### SUPPLIED DATA:
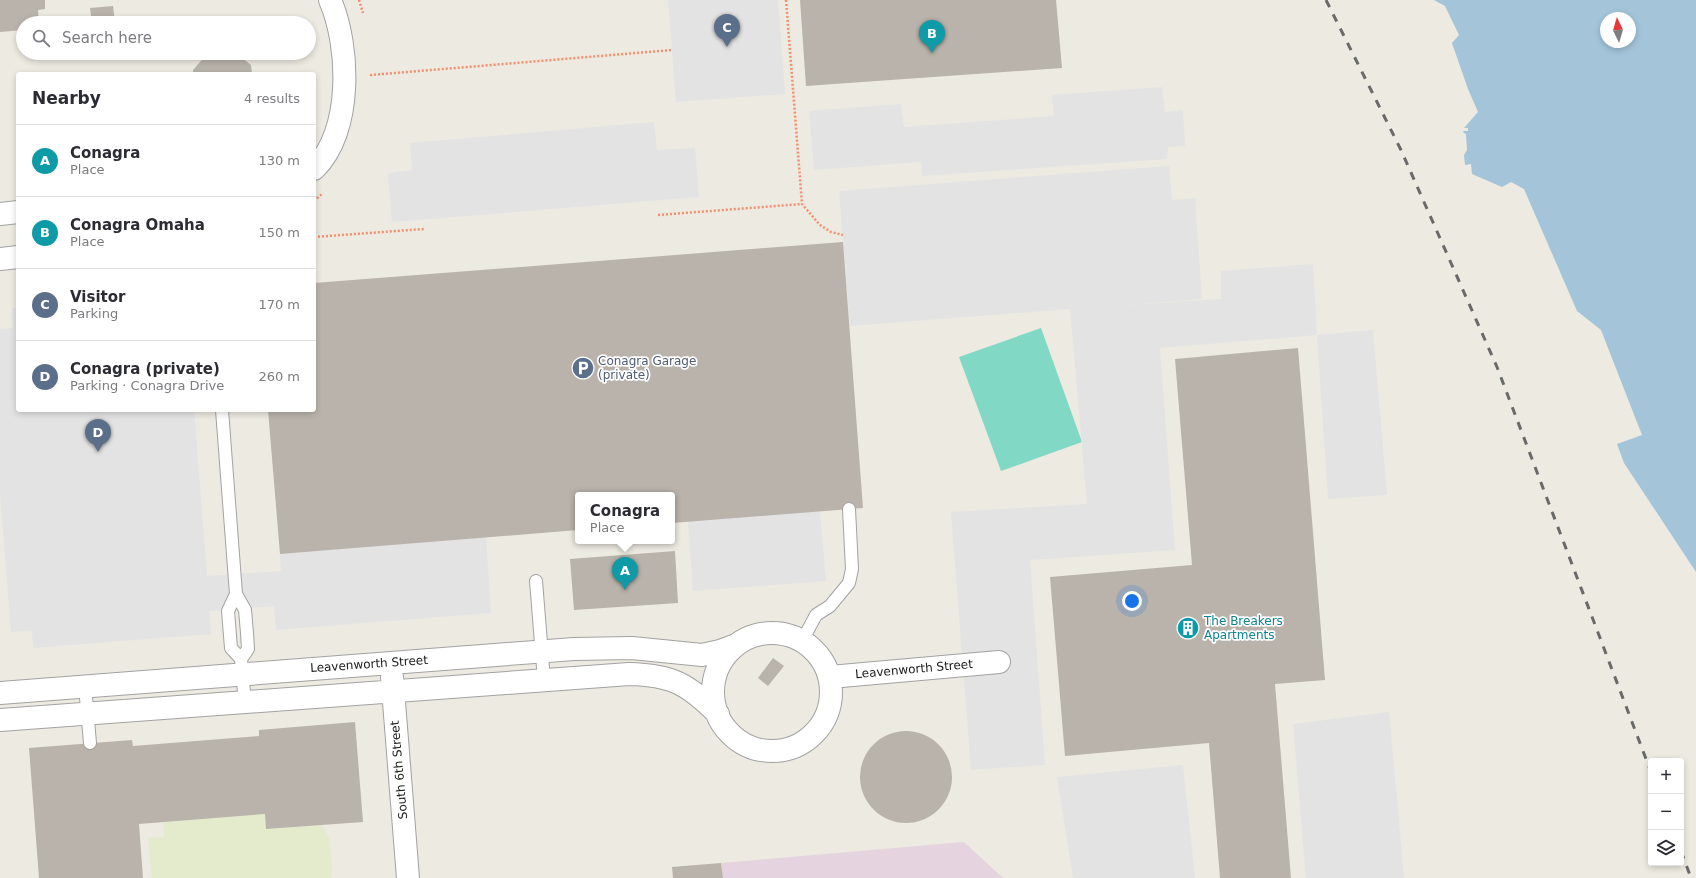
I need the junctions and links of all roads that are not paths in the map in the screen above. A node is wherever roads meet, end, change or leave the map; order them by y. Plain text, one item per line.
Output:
1 (330, 0) edge
2 (316, 166) edge
3 (16, 212) edge
4 (0, 214) edge
5 (16, 257) edge
6 (0, 259) edge
7 (222, 412) edge
8 (849, 509) dead end
9 (536, 581) dead end
10 (236, 594) junction
11 (802, 641) junction
12 (736, 645) junction
13 (541, 651) junction
14 (391, 662) junction
15 (999, 662) dead end
16 (242, 667) junction
17 (830, 677) junction
18 (544, 680) junction
19 (85, 686) junction
20 (393, 692) junction
21 (0, 693) edge
22 (245, 703) junction
23 (718, 714) junction
24 (88, 715) junction
25 (0, 720) edge
26 (90, 743) dead end
27 (408, 878) edge

1 - 2 street
3 - 4 street
5 - 6 street
7 - 10 lane
8 - 11 lane
9 - 13 lane
10 - 16 lane
10 - 16 lane
11 - 12 street, Leavenworth Street
11 - 17 street, Leavenworth Street
12 - 13 street, Leavenworth Street
12 - 23 street, Leavenworth Street
13 - 14 street, Leavenworth Street
13 - 18 lane
14 - 16 street, Leavenworth Street
14 - 20 street, South 6th Street
15 - 17 street, Leavenworth Street
16 - 19 street, Leavenworth Street
16 - 22 lane
17 - 23 street, Leavenworth Street
18 - 20 street, Leavenworth Street
18 - 23 street, Leavenworth Street
19 - 21 street, Leavenworth Street
19 - 24 lane
20 - 22 street, Leavenworth Street
20 - 27 street, South 6th Street
22 - 24 street, Leavenworth Street
24 - 25 street, Leavenworth Street
24 - 26 lane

### INSTRUCTIONS TO FOLLOW:
Exact copy, no pictures: please print the data above once more.

### RESPONSE AREA:
I need the junctions and links of all roads that are not paths in the map in the screen above. A node is wherever roads meet, end, change or leave the map; order them by y. Plain text, one item per line.
Output:
1 (330, 0) edge
2 (316, 166) edge
3 (16, 212) edge
4 (0, 214) edge
5 (16, 257) edge
6 (0, 259) edge
7 (222, 412) edge
8 (849, 509) dead end
9 (536, 581) dead end
10 (236, 594) junction
11 (802, 641) junction
12 (736, 645) junction
13 (541, 651) junction
14 (391, 662) junction
15 (999, 662) dead end
16 (242, 667) junction
17 (830, 677) junction
18 (544, 680) junction
19 (85, 686) junction
20 (393, 692) junction
21 (0, 693) edge
22 (245, 703) junction
23 (718, 714) junction
24 (88, 715) junction
25 (0, 720) edge
26 (90, 743) dead end
27 (408, 878) edge

1 - 2 street
3 - 4 street
5 - 6 street
7 - 10 lane
8 - 11 lane
9 - 13 lane
10 - 16 lane
10 - 16 lane
11 - 12 street, Leavenworth Street
11 - 17 street, Leavenworth Street
12 - 13 street, Leavenworth Street
12 - 23 street, Leavenworth Street
13 - 14 street, Leavenworth Street
13 - 18 lane
14 - 16 street, Leavenworth Street
14 - 20 street, South 6th Street
15 - 17 street, Leavenworth Street
16 - 19 street, Leavenworth Street
16 - 22 lane
17 - 23 street, Leavenworth Street
18 - 20 street, Leavenworth Street
18 - 23 street, Leavenworth Street
19 - 21 street, Leavenworth Street
19 - 24 lane
20 - 22 street, Leavenworth Street
20 - 27 street, South 6th Street
22 - 24 street, Leavenworth Street
24 - 25 street, Leavenworth Street
24 - 26 lane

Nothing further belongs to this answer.